High-level Specification for Two-way RSync Implementation

Introduction

The technology in this specification is adopted from http://rsync.samba.org, which explains the rsync technology, and http://rproxy.sourceforge.net/doc/protocol/protocol.html, which explains how to use rsync over HTTP to conserve download bandwidth.

This specification extends the model to allow uploads as well.

Rsync is most importantly a way of defining a "signature" for a file. A signature consists of a weak rolling checksum, to identify where blocks may begin, and a strong checksum over blocks of fixed size, to identify which blocks are different between two files with slightly different signatures. RProxy takes the basic diff/update algorithm used by rsync and allows it to be used over HTTP by browsers, proxies and/or Web servers.

This specification borrows from both rsync and RProxy.  It improves on rsync because it’s intended for use with Web pages over HTTP.  It improves on RProxy because it allows upload as well as download.  This enables synchronization of data in either direction.

Xdelta (http://boss.cae.wisc.edu/ftp/hpux/Users/xdelta-1.1.1/xdelta-1.1.1.README.html) is a binary diff format derived from the Rsync work: when two rsync signatures have been compared an xdelta diff can be generated from only one copy of the file (unlike most diff algorithms which require two copies of a file to generate a diff). Xdelta is the domininant diff format for this application because it meets the requirements of being a binary diff generator with source code available and compatible with rsync. The RProxy specifications at sourceforge.net use a customized 'gdiff' format, and I've asked why but haven’t received a response.

Both rsync and early xdelta releases are under GPL, although more recent releases are now under a BSD-style license.

This specification does not cover synchronization of metadata (properties).

Requirements and Scenarios

The original requirements for this specification came from a  few scenarios:

·           Users wish to back-up parts of their computers to a WebDAV server.

·           Home machines can be synchronized with work machines and with laptops, using the WebDAV server as an intermediary.

Since the users in the scenarios often have slow links, the backup/restore functionality thus requires a bandwidth-conserving algorithm, and the Rsync model has been chosen.

The algorithm MUST allow for detection of a change on the server’s copy of the file so that the client can avoid overwriting those changes.This is to solve the two-client-machine synch problem: a client could synchronize from home and work, make changes at work and synchronize to the server, then make changes at home to the same file and try to synchronize. The client must be able to warn the user and allow them to cancel the operation before overwriting the original changes.
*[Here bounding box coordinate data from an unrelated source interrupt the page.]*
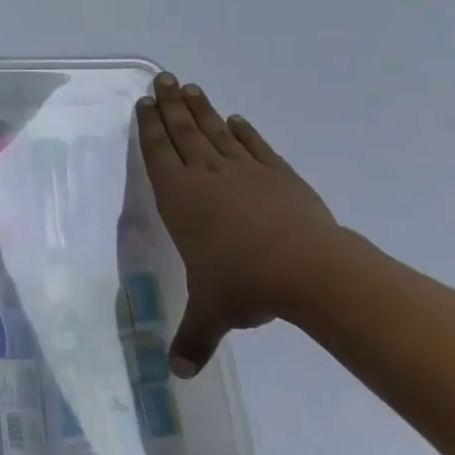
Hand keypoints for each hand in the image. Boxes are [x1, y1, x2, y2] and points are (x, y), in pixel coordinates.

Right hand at [136, 73, 340, 376]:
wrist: (309, 270)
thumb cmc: (244, 284)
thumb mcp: (211, 313)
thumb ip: (192, 338)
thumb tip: (177, 376)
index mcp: (180, 197)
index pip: (158, 151)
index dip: (149, 125)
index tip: (144, 102)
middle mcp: (206, 175)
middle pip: (183, 130)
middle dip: (170, 104)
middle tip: (162, 78)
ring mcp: (244, 171)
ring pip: (215, 131)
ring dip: (201, 109)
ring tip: (191, 87)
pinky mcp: (279, 175)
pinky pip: (255, 146)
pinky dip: (244, 131)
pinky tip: (237, 120)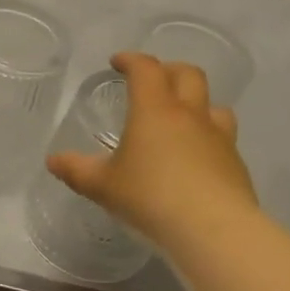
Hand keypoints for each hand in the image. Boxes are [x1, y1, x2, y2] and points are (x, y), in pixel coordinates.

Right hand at [47, 51, 259, 249]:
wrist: (213, 230)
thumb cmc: (151, 197)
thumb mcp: (103, 186)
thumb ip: (76, 170)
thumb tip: (53, 161)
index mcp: (155, 110)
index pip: (146, 69)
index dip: (131, 60)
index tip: (118, 63)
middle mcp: (190, 115)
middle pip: (188, 74)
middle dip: (168, 70)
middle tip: (152, 82)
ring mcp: (219, 138)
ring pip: (214, 105)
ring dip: (197, 103)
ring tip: (181, 119)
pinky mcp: (236, 164)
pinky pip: (224, 139)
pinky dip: (208, 138)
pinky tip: (196, 160)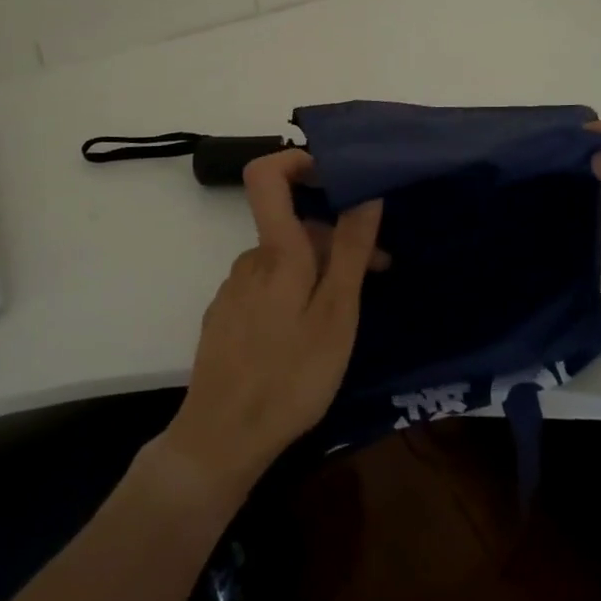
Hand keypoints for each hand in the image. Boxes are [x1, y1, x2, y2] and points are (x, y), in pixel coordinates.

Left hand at [161, 150, 382, 493]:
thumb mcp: (335, 314)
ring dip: (319, 269)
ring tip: (349, 310)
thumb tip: (365, 191)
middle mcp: (251, 259)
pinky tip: (309, 333)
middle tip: (379, 269)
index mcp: (277, 251)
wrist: (220, 440)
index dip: (297, 160)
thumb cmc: (290, 376)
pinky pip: (267, 285)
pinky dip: (295, 291)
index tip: (335, 176)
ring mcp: (235, 289)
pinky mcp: (227, 317)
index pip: (266, 174)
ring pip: (284, 259)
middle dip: (337, 236)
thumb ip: (351, 250)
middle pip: (292, 225)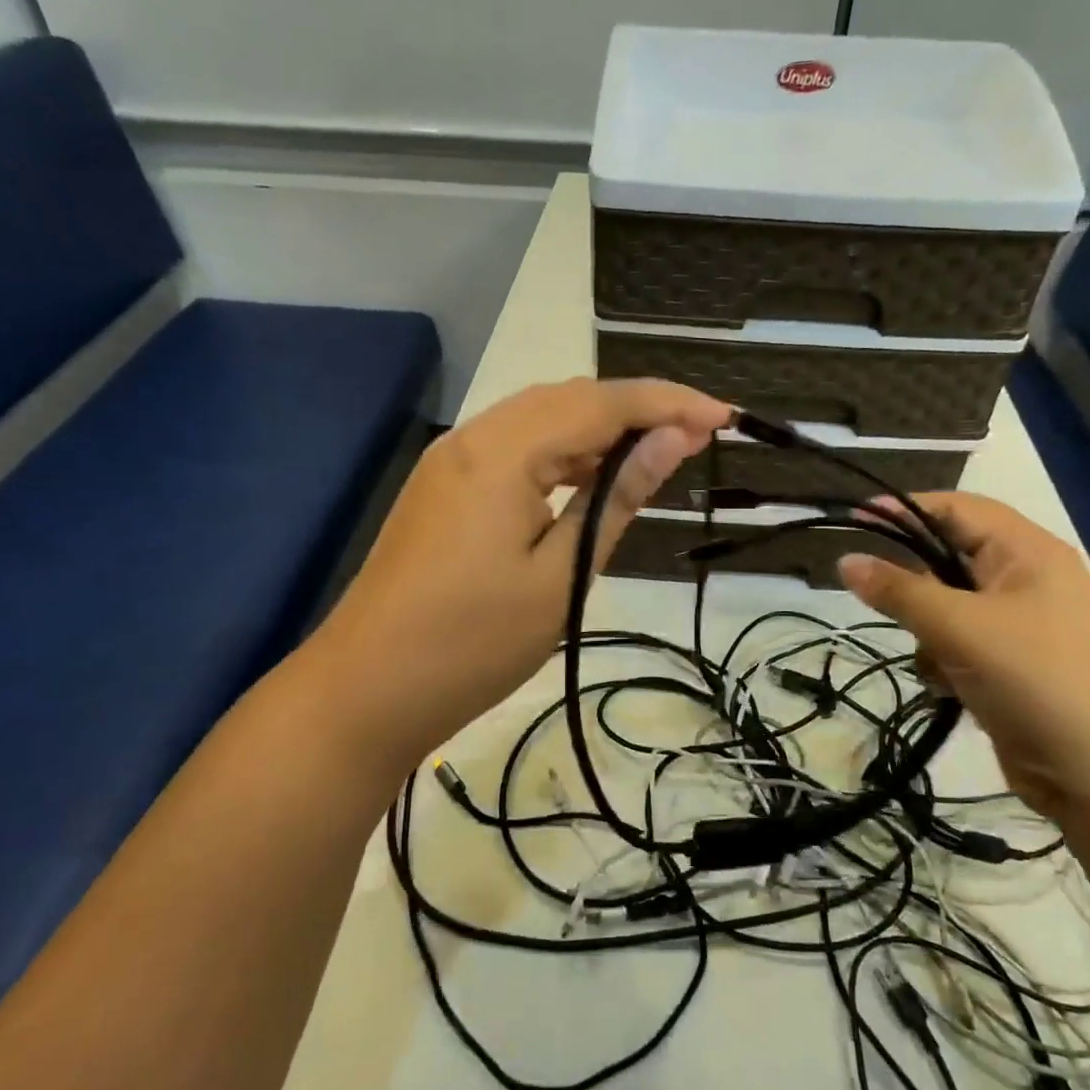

Only the client can know if 'rsync' is worth the trouble in a particular situation. If the local file to be uploaded (or cached copy of resource to be downloaded) is small, then the client can do without the rsync overhead by sending normal GET or PUT requests.

Design

Download

The Rproxy project designed a one-round-trip mechanism, suitable for clients to use when updating a cache of web content for which the authoritative version is stored on the server. The model is also suitable for a client to restore data that has previously been backed up to a server.

The key to finding out whether the data is changed is to compare the Rsync signature, which is generated by breaking a file up into equally-sized pieces and generating two checksums for each block. The size of the Rsync signature can be limited to a fixed size by choosing the size of the blocks. The latest 'hsync' specification limits the Rsync signature to 512 bytes, no matter how large the file is. The signature is base-64-encoded to ensure correct transmission.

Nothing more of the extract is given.